(Beginning of RECORD EXTRACTS)

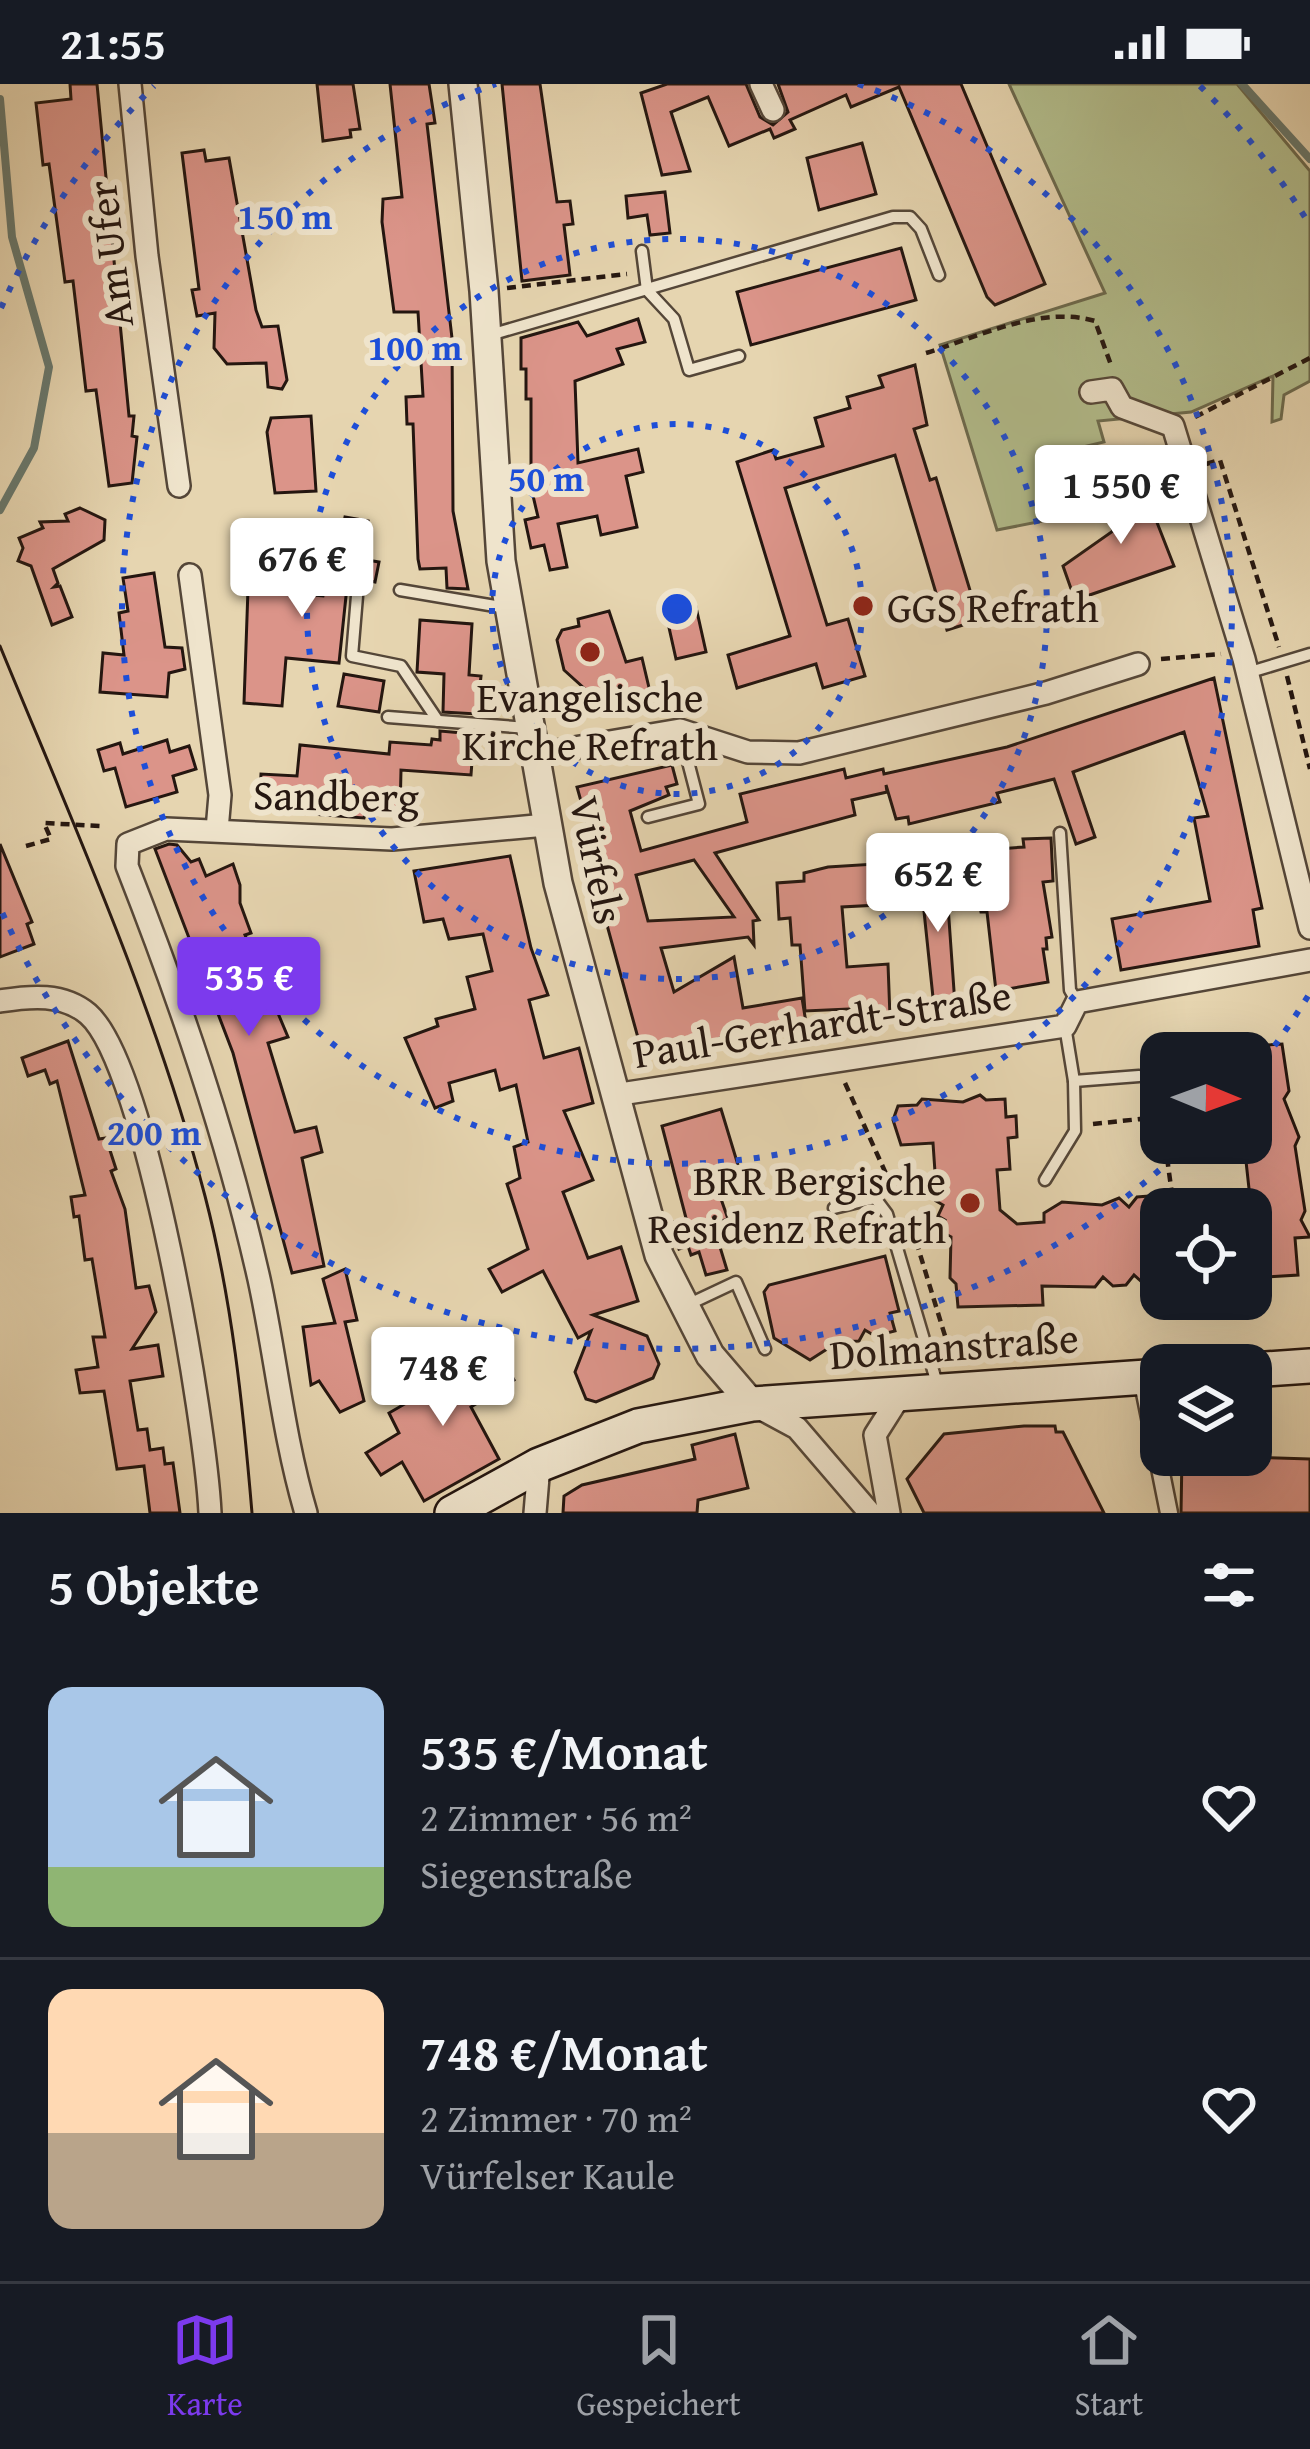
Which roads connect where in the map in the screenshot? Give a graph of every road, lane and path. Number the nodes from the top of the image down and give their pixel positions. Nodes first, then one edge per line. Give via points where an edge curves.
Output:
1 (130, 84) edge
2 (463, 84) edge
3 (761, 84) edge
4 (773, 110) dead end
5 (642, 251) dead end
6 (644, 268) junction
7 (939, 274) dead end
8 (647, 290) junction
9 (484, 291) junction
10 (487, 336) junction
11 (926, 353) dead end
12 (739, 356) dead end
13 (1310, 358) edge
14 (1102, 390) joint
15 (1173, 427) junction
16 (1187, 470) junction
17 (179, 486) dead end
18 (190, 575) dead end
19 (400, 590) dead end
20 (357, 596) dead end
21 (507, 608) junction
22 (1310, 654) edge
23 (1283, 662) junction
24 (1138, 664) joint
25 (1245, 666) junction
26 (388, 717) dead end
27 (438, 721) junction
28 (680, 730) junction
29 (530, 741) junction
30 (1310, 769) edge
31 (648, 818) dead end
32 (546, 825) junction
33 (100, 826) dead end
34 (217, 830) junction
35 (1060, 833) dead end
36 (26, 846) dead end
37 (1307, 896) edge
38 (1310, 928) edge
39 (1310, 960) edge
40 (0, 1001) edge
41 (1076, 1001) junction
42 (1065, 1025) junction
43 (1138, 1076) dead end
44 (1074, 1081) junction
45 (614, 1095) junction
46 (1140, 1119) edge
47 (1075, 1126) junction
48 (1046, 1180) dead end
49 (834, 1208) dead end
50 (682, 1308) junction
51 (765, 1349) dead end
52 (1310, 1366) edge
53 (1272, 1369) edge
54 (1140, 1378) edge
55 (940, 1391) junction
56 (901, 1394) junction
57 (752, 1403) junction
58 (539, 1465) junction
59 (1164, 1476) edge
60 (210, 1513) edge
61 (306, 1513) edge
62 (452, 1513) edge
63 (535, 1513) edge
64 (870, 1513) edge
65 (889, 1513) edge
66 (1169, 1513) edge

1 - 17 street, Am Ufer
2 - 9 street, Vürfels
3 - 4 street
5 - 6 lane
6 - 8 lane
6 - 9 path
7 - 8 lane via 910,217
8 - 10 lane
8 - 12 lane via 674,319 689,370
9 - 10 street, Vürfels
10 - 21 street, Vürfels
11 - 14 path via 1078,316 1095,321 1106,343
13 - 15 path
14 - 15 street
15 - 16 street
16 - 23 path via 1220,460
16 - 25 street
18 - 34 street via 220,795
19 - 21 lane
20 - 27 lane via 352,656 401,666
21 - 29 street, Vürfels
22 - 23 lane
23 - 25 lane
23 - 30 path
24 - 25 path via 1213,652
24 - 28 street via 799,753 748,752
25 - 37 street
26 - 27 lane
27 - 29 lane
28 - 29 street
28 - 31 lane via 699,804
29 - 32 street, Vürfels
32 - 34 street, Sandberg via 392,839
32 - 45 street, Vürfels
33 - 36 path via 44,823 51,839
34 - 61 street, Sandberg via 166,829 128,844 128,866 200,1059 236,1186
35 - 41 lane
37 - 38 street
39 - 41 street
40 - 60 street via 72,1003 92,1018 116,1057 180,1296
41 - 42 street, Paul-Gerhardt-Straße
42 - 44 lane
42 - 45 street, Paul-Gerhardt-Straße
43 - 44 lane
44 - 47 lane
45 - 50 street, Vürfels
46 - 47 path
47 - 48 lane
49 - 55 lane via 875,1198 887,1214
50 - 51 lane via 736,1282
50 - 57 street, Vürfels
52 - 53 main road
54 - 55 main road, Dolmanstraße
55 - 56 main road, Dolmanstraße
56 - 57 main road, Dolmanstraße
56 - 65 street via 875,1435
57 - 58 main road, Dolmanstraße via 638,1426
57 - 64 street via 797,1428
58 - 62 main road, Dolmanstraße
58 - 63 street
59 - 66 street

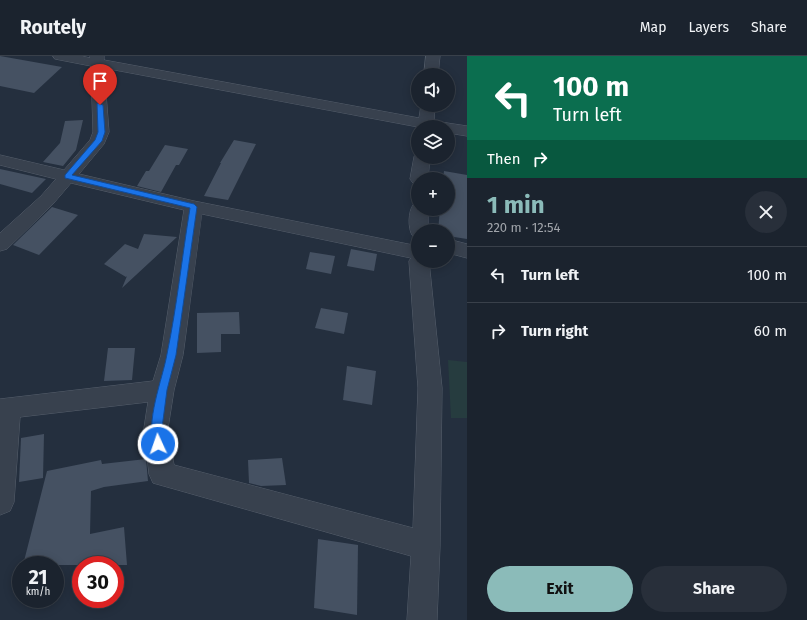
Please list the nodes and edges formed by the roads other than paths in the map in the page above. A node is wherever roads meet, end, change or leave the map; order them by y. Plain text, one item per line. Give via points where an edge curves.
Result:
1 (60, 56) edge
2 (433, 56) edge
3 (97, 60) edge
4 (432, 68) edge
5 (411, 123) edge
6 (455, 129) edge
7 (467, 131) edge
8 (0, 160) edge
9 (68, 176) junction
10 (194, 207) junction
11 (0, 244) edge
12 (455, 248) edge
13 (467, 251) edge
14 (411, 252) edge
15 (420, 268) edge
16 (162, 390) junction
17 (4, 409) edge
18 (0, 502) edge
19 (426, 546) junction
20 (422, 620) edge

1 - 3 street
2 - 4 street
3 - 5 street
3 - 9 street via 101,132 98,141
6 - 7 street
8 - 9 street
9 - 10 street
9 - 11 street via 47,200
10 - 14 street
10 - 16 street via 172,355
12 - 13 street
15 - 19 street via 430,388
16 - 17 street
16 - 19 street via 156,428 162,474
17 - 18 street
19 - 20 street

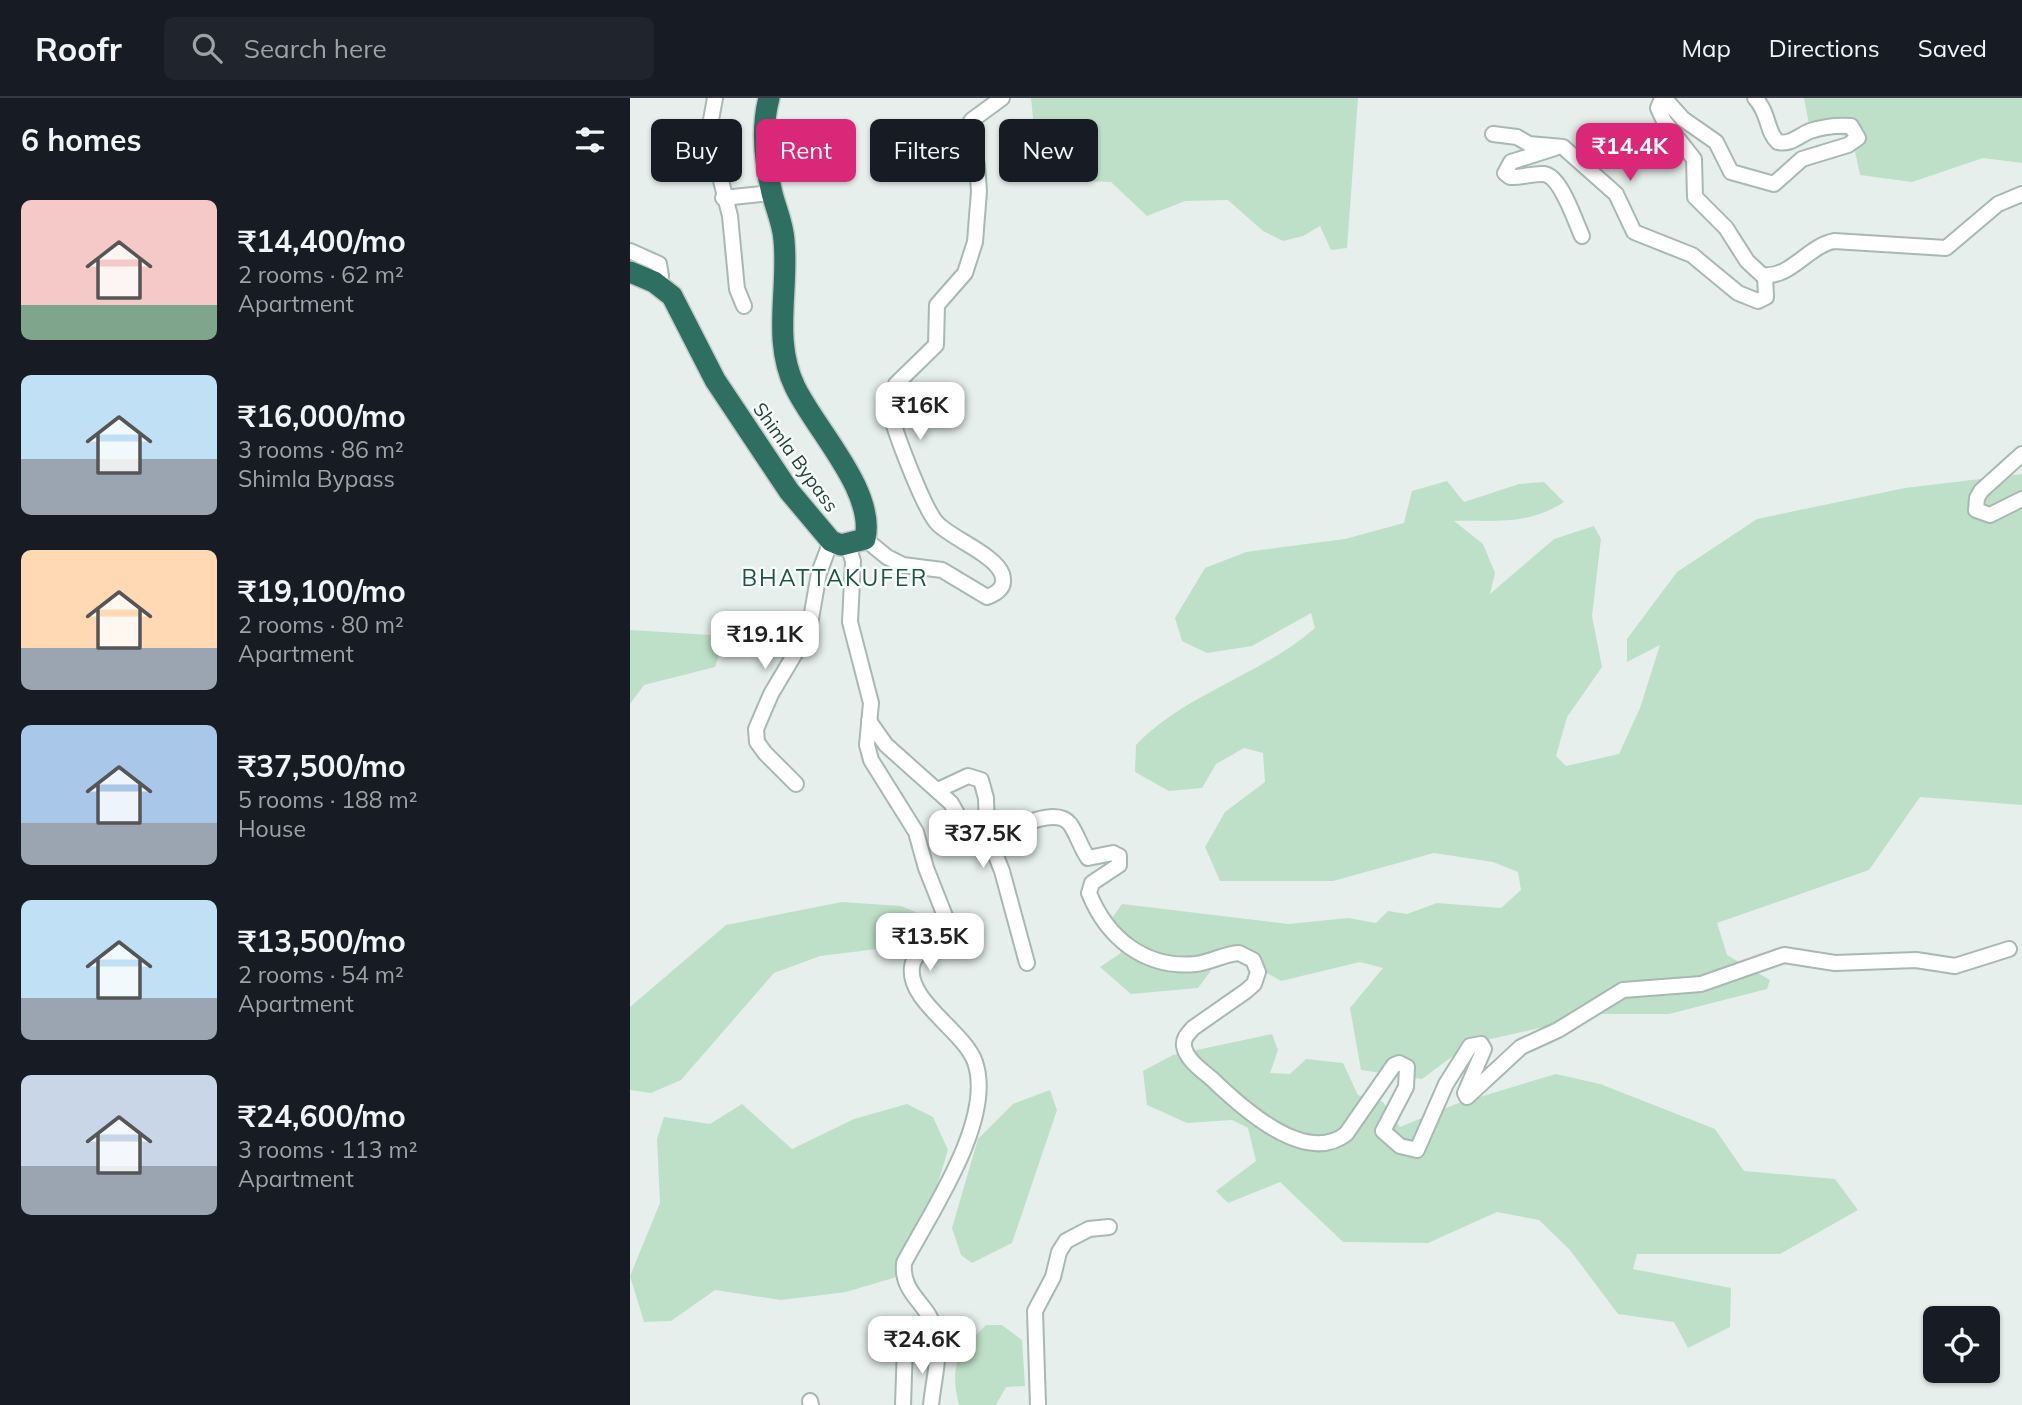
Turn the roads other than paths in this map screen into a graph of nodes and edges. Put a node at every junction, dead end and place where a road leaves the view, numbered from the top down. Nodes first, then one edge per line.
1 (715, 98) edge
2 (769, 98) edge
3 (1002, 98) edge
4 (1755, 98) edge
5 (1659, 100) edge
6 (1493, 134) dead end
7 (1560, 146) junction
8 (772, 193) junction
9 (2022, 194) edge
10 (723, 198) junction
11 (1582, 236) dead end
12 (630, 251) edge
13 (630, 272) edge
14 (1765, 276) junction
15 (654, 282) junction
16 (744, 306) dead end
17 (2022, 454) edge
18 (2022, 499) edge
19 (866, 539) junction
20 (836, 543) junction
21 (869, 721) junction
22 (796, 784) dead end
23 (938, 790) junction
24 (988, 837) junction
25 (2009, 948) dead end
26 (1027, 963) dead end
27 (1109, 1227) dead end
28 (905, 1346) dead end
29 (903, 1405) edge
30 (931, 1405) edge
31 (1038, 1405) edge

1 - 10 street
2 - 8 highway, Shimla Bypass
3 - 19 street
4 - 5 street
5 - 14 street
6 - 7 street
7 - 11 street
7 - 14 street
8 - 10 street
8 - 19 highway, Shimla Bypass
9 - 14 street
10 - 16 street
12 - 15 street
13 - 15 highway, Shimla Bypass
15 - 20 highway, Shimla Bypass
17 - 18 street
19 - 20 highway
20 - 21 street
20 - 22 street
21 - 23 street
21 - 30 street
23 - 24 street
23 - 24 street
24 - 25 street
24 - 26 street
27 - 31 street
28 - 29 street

(End of RECORD EXTRACTS)

WORK INSTRUCTION:
Among the lines above, list those that contain the word "points".

OUTPUT OF THE EXERCISE:
Which roads connect where in the map in the screenshot? Give a graph of every road, lane and path. Number the nodes from the top of the image down and give their pixel positions. Nodes first, then one edge per line. Give via points where an edge curves.
Please list the nodes and edges formed by the roads other than paths in the map in the page above. A node is wherever roads meet, end, change or leave the map; order them by y. Plain text, one item per line. Give via points where an edge curves.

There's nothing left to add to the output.